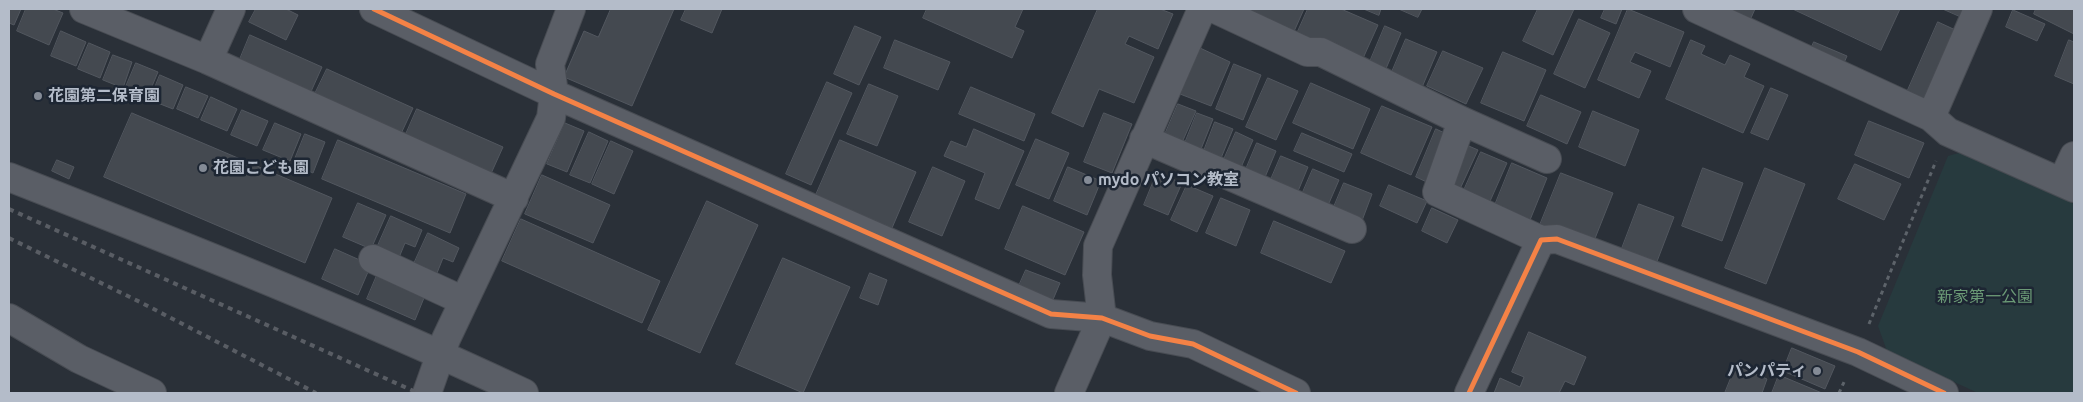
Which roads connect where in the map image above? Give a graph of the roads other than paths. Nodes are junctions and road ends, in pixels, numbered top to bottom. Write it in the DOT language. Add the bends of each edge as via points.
graph roads {
  1 [pos="84,9"];
  2 [pos="231,9"];
  3 [pos="374,9"];
  4 [pos="571,9"];
  5 [pos="1202,9"];
  6 [pos="1214,9"];
  7 [pos="1696,9"];
  8 [pos="1978,9"];
  9 [pos="208,60"];
  10 [pos="554,94"];
  11 [pos="1462,121"];
  12 [pos="1939,124"];
  13 [pos="1144,139"];
  14 [pos="2074,156"];
  15 [pos="1547,159"];
  16 [pos="9,177"];
  17 [pos="2068,185"];
  18 [pos="514,198"];
  19 [pos="1352,229"];
  20 [pos="1541,240"];
  21 [pos="373,259"];
  22 [pos="464,301"];
  23 [pos="9,318"];
  24 [pos="1102,318"];
  25 [pos="441,354"];
  26 [pos="152,393"];
  27 [pos="427,393"];
  28 [pos="524,393"];
  29 [pos="1069,393"];
  30 [pos="1296,393"];
  31 [pos="1468,393"];
  32 [pos="1944,393"];
  1 -- 9 [label="street"];
  2 -- 9 [label="street"];
  3 -- 10 [label="street"];
  4 -- 10 [label="street" via="550,64"];
  5 -- 13 [label="street"];
  6 -- 11 [label="street" via="1307,52 1321,52"];
  7 -- 12 [label="street"];
  8 -- 12 [label="street"];
  9 -- 18 [label="street"];
  10 -- 18 [label="street" via="551,118"];
  10 -- 24 [label="street" via="1052,314"];
  11 -- 15 [label="street"];
  11 -- 20 [label="street" via="1437,192"];
  12 -- 17 [label="street"];
  13 -- 19 [label="street"];
  13 -- 24 [label="street" via="1098,246 1097,275"];
  14 -- 17 [label="street"];
  16 -- 25 [label="street"];
  18 -- 22 [label="street"];
  20 -- 31 [label="street"];
  20 -- 32 [label="street" via="1557,239 1858,352"];
  21 -- 22 [label="street"];
  22 -- 25 [label="street"];
  23 -- 26 [label="street" via="80,359"];
  24 -- 29 [label="street"];
  24 -- 30 [label="street" via="1150,336 1193,344"];
  25 -- 27 [label="street"];
  25 -- 28 [label="street"];
}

◆ **THE PROBLEM**
Reprint each of the records exactly and skip the images.

◆ **EXERCISE ANSWER**
Which roads connect where in the map image above? Give a graph of the roads other than paths. Nodes are junctions and road ends, in pixels, numbered top to bottom. Write it in the DOT language. Add the bends of each edge as via points.
graph roads {
  1 [pos="84,9"];
  2 [pos="231,9"];
  3 [pos="374,9"];
  4 [pos="571,9"];
  5 [pos="1202,9"];
  6 [pos="1214,9"];
  7 [pos="1696,9"];
  8 [pos="1978,9"];
  9 [pos="208,60"];
  10 [pos="554,94"];
  11 [pos="1462,121"];
  12 [pos="1939,124"];
  13 [pos="1144,139"];
  14 [pos="2074,156"];
  15 [pos="1547,159"];
  16 [pos="9,177"];
  17 [pos="2068,185"];
  18 [pos="514,198"];
  19 [pos="1352,229"];
  20 [pos="1541,240"];
  21 [pos="373,259"];
  22 [pos="464,301"];
  23 [pos="9,318"];
  24 [pos="1102,318"];
  25 [pos="441,354"];
  26 [pos="152,393"];
  27 [pos="427,393"];
  28 [pos="524,393"];
  29 [pos="1069,393"];
  30 [pos="1296,393"];
  31 [pos="1468,393"];
  32 [pos="1944,393"];
  1 -- 9 [label="street"];
  2 -- 9 [label="street"];
  3 -- 10 [label="street"];
  4 -- 10 [label="street" via="550,64"];
  5 -- 13 [label="street"];
  6 -- 11 [label="street" via="1307,52 1321,52"];
  7 -- 12 [label="street"];
  8 -- 12 [label="street"];
  9 -- 18 [label="street"];
  10 -- 18 [label="street" via="551,118"];
  10 -- 24 [label="street" via="1052,314"];
  11 -- 15 [label="street"];
  11 -- 20 [label="street" via="1437,192"];
  12 -- 17 [label="street"];
  13 -- 19 [label="street"];
  13 -- 24 [label="street" via="1098,246 1097,275"];
  14 -- 17 [label="street"];
  16 -- 25 [label="street"];
  18 -- 22 [label="street"];
  20 -- 31 [label="street"];
  20 -- 32 [label="street" via="1557,239 1858,352"];
  21 -- 22 [label="street"];
  22 -- 25 [label="street"];
  23 -- 26 [label="street" via="80,359"];
  24 -- 29 [label="street"];
  24 -- 30 [label="street" via="1150,336 1193,344"];
  25 -- 27 [label="street"];
  25 -- 28 [label="street"];
}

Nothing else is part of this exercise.